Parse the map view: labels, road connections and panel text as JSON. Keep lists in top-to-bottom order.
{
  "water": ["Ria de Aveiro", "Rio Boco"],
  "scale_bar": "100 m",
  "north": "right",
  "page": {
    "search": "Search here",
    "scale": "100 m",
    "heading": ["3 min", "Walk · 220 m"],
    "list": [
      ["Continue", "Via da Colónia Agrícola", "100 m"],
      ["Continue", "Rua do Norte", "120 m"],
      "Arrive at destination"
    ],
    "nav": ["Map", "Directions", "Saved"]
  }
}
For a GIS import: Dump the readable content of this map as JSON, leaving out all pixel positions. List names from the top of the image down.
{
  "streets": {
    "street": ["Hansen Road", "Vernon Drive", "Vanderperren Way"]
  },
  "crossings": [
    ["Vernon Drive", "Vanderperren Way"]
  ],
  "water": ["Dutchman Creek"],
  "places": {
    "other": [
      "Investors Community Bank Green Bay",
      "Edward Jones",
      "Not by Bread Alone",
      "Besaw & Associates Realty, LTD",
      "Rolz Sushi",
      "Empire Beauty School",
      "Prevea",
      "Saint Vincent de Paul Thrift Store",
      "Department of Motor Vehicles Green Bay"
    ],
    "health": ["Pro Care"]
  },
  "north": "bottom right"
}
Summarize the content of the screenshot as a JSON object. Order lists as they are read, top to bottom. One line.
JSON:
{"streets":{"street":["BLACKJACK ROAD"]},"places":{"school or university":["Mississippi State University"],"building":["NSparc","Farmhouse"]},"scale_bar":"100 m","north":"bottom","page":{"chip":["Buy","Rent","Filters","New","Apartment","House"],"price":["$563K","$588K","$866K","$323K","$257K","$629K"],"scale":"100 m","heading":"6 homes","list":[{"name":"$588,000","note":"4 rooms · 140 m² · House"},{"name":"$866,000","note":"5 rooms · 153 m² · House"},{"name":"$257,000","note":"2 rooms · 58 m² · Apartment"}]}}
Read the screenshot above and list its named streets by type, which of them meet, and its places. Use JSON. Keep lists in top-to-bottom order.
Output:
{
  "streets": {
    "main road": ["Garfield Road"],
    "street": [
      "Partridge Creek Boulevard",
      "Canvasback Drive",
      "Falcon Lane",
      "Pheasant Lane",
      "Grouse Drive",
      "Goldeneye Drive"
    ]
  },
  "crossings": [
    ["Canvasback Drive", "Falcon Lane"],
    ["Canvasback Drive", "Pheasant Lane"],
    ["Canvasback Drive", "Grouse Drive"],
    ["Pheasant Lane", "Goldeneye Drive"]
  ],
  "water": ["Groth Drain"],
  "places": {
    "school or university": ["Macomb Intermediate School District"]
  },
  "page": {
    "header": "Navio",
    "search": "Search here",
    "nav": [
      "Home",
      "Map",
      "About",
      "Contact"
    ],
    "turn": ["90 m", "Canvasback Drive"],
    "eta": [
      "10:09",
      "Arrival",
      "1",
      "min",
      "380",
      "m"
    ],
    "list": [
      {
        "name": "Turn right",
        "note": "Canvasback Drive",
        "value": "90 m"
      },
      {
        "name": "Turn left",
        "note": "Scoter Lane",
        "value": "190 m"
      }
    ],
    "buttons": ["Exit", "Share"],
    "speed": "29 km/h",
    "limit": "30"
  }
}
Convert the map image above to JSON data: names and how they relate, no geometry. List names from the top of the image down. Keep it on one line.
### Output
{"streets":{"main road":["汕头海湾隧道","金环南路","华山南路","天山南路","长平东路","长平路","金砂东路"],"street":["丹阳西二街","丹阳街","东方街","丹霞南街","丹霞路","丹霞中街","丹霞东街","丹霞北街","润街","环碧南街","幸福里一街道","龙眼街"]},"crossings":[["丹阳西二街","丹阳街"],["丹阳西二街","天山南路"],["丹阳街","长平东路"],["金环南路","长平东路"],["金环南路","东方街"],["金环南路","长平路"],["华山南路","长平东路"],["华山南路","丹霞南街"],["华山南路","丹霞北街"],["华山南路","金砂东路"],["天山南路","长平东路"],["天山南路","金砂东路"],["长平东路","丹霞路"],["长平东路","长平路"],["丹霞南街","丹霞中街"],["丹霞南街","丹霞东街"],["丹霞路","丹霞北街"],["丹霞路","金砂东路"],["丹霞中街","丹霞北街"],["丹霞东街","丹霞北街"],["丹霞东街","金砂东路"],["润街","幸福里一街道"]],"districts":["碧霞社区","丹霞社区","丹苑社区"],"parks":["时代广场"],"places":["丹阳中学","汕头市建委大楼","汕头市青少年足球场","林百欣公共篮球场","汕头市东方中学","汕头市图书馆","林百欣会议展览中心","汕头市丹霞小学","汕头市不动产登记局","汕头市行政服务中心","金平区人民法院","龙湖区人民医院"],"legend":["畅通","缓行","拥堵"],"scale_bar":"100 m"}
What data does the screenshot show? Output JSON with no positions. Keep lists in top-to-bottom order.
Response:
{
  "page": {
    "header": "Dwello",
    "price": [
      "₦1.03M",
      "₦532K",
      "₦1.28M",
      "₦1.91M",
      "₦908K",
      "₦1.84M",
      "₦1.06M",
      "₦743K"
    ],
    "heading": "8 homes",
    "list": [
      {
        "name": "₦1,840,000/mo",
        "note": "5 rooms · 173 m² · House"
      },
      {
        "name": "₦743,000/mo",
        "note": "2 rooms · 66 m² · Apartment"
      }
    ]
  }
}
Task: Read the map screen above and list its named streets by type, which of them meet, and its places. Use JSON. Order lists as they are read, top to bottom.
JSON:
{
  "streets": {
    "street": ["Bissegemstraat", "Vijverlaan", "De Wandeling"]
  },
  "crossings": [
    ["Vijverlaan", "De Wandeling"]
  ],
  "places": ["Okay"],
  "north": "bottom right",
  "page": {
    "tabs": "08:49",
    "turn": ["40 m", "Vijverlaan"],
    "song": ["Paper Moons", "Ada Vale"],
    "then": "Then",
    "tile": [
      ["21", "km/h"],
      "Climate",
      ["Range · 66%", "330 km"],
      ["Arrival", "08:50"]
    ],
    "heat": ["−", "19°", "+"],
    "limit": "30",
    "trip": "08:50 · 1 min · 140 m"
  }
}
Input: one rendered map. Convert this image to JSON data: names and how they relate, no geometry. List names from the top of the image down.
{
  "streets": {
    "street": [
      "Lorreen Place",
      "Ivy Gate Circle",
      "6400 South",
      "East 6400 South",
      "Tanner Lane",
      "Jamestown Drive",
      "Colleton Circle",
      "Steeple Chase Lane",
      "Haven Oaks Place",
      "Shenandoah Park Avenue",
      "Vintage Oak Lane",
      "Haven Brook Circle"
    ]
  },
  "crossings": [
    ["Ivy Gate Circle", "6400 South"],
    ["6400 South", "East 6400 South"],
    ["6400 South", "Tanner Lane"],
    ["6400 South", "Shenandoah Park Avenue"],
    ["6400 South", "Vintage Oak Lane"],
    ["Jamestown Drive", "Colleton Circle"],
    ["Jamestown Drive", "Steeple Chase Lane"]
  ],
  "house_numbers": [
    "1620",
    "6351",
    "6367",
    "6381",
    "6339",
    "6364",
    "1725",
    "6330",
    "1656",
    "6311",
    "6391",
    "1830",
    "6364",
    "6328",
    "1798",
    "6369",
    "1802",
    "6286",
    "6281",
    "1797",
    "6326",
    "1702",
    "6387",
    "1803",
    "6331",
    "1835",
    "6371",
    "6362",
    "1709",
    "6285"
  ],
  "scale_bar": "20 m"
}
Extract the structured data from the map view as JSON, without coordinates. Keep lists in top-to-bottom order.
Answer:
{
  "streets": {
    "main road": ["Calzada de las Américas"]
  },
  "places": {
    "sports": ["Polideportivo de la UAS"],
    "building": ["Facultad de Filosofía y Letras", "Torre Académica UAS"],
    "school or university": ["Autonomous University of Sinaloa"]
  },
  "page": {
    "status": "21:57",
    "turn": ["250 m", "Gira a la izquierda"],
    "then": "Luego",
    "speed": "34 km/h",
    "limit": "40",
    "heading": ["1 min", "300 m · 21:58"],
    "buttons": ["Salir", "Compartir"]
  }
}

___

*Your instructions*. Where a line of the records has the string "above", copy that line.

*Exercise output*.
Read the screenshot above and list its named streets by type, which of them meet, and its places. Use JSON. Keep lists in top-to-bottom order.
Convert the map image above to JSON data: names and how they relate, no geometry. List names from the top of the image down. Keep it on one line.
Task: Read the map screen above and list its named streets by type, which of them meet, and its places. Use JSON. Order lists as they are read, top to bottom.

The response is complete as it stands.